● **ACTIVITY**
Whenever the word "Gheorghe" appears in a line of the listing, copy that line.

● **DATA FOR ANALYSIS**
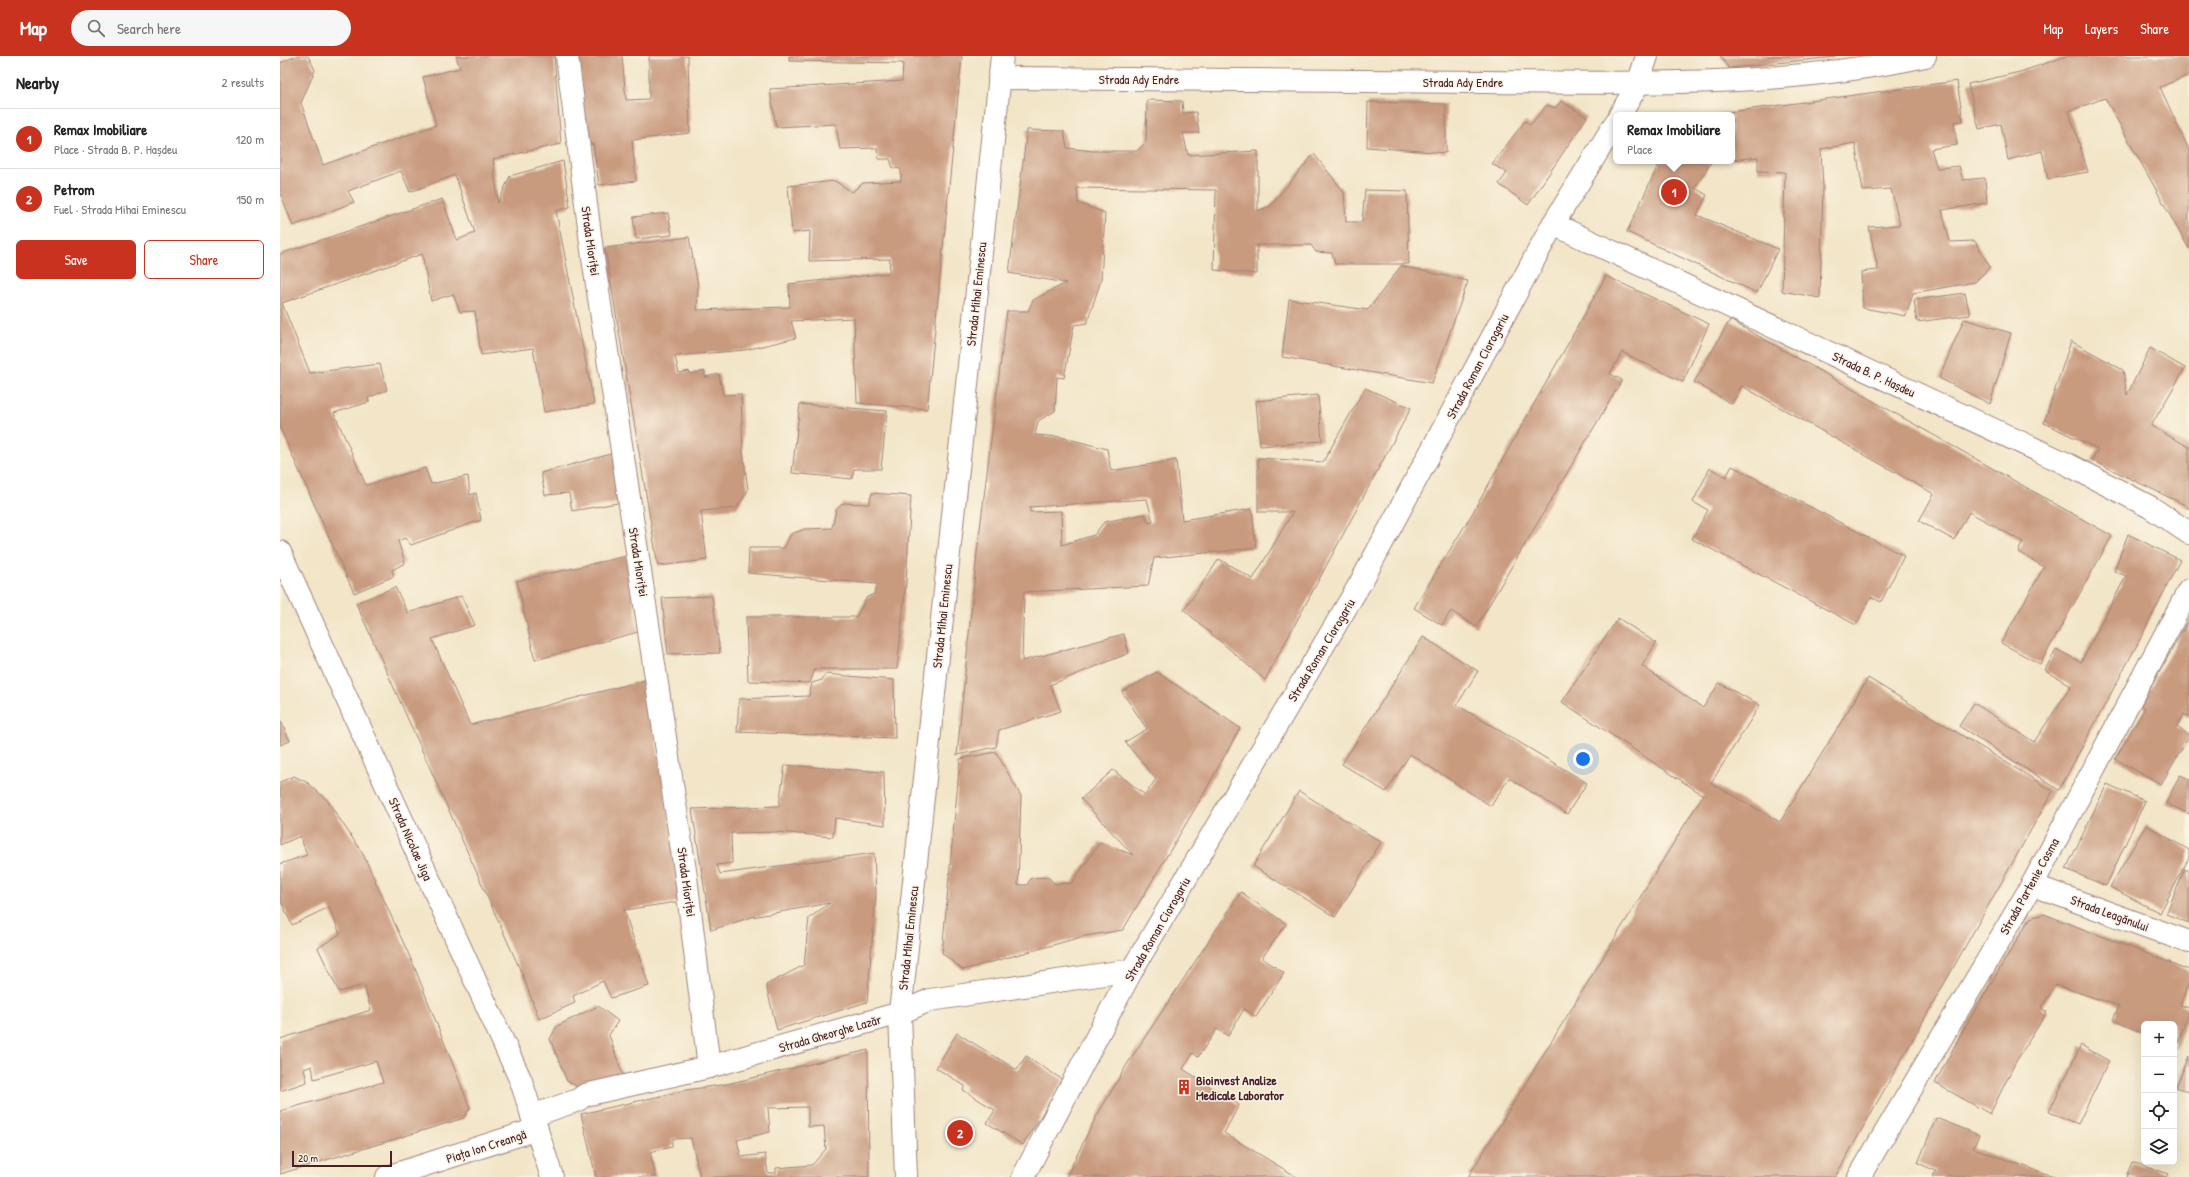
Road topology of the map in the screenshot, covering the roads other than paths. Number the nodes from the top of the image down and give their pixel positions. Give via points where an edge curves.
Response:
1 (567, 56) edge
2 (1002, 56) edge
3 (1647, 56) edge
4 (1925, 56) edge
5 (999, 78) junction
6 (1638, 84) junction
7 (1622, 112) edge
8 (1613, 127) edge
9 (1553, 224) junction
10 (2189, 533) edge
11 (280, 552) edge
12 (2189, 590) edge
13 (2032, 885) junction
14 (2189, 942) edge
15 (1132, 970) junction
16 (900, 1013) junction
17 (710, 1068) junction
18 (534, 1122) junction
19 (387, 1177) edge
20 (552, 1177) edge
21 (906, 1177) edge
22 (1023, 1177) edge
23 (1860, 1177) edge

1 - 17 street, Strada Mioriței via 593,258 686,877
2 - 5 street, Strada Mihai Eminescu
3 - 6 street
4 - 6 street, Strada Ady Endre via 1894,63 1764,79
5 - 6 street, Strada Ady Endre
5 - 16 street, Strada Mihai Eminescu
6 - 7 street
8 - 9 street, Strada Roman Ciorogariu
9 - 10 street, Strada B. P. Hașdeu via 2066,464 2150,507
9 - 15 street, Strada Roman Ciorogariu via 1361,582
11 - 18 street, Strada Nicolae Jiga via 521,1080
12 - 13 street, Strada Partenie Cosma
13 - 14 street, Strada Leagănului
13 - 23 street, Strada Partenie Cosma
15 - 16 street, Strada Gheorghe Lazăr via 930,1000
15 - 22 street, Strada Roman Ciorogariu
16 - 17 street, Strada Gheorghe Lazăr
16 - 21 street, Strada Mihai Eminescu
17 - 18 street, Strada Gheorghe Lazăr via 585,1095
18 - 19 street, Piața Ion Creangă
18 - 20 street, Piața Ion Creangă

● **ANSWER**
15 - 16 street, Strada Gheorghe Lazăr via 930,1000
16 - 17 street, Strada Gheorghe Lazăr
17 - 18 street, Strada Gheorghe Lazăr via 585,1095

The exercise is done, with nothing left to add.